Concerns with the MGNREGA’s implementation

With the passage of the Mahatma Gandhi National Rural Employment Guarantee Act in 2005, every rural family that requests it will receive 100 days of menial employment annually. The program presently has 15.51 crore active employees registered.
The Central government recently established a committee to evaluate the MGNREGA scheme’s execution, particularly to determine the program’s effectiveness as a tool for reducing poverty.
Amarjeet Sinha, a former secretary of rural development, chairs the group, which has three months to present its recommendations after holding its first meeting in November 2022.

What are the Problems with the Scheme’s Implementation?

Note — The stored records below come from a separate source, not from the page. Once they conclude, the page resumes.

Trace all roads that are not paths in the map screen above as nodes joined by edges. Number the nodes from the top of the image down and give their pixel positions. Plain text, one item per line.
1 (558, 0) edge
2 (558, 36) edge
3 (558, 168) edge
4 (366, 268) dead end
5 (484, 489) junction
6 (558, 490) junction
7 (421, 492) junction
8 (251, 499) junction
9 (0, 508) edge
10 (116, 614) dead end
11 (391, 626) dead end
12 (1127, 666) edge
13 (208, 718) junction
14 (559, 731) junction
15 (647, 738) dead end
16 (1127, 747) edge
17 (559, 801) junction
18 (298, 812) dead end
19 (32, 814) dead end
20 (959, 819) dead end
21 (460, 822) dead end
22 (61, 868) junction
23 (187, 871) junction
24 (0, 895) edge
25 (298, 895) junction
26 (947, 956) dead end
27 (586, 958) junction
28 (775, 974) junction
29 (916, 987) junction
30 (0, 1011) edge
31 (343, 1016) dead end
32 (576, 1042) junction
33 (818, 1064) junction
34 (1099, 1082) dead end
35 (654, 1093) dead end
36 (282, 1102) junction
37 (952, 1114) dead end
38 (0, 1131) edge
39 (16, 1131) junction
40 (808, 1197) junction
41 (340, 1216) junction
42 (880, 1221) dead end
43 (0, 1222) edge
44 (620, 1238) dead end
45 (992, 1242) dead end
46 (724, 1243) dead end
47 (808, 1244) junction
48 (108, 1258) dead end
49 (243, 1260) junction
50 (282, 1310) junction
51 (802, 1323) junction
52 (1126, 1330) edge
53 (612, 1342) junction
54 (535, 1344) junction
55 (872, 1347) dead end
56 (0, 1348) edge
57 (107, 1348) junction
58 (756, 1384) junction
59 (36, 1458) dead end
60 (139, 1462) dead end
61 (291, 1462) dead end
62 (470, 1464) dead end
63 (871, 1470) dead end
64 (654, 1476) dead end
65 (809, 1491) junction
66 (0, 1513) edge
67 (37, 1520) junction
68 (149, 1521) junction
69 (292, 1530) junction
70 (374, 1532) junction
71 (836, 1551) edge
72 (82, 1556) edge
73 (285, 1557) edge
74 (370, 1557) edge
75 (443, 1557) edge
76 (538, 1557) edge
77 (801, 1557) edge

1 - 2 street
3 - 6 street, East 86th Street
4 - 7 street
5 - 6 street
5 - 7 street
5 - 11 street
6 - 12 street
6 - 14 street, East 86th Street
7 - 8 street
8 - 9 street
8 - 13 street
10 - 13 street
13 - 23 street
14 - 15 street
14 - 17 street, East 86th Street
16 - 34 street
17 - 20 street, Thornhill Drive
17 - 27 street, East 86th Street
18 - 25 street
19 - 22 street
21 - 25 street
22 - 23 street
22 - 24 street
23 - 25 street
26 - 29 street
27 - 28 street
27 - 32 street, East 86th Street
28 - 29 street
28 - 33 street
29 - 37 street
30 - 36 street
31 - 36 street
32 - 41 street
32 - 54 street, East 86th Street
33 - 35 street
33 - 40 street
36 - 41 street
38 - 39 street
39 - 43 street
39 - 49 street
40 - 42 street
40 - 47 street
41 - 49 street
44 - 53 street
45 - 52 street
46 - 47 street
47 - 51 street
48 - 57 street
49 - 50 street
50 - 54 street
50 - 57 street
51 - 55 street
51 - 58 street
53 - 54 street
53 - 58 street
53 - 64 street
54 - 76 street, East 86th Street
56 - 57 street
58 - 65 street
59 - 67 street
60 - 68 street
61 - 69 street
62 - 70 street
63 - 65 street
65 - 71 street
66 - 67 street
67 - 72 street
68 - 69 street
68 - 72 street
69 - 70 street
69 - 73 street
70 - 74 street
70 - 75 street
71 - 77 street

Delay and Insufficiency in Funds Disbursement: As required by MGNREGA, the majority of governments have failed to pay salaries within 15 days. The plan has become a supply-based program as a result, which has caused workers to lose interest in working under it. In addition, workers are not paid for a delay in delivery of wages.
There is now plenty of proof that salary payout delays are due to a lack of funds, including an admission from the Ministry of Finance.

tribe-based segregation: The delays varied significantly by tribe. While 46% of payments to SC (Scheduled Caste) employees and 37% of payments to ST (Scheduled Tribes) employees were finished within the required seven days, the number for non-SC/ST employees was a pitiful 26%.
Caste-based division had a detrimental effect that was particularly felt in impoverished States like Madhya Pradesh, Jharkhand, Odisha, and West Bengal.
Due to their lack of autonomy, Panchayati Raj Institutions (PRI) are unable to execute this act in a timely and effective way.

Numerous incomplete projects: The MGNREGA-funded projects have taken longer than expected to finish, and project inspections have been inconsistent. Additionally, there is a problem with the MGNREGA’s asset production and job quality.
Fabrication of job cards: There are a number of problems associated with fabricating job cards, including the use of fictitious identities, lacking information, and late entries.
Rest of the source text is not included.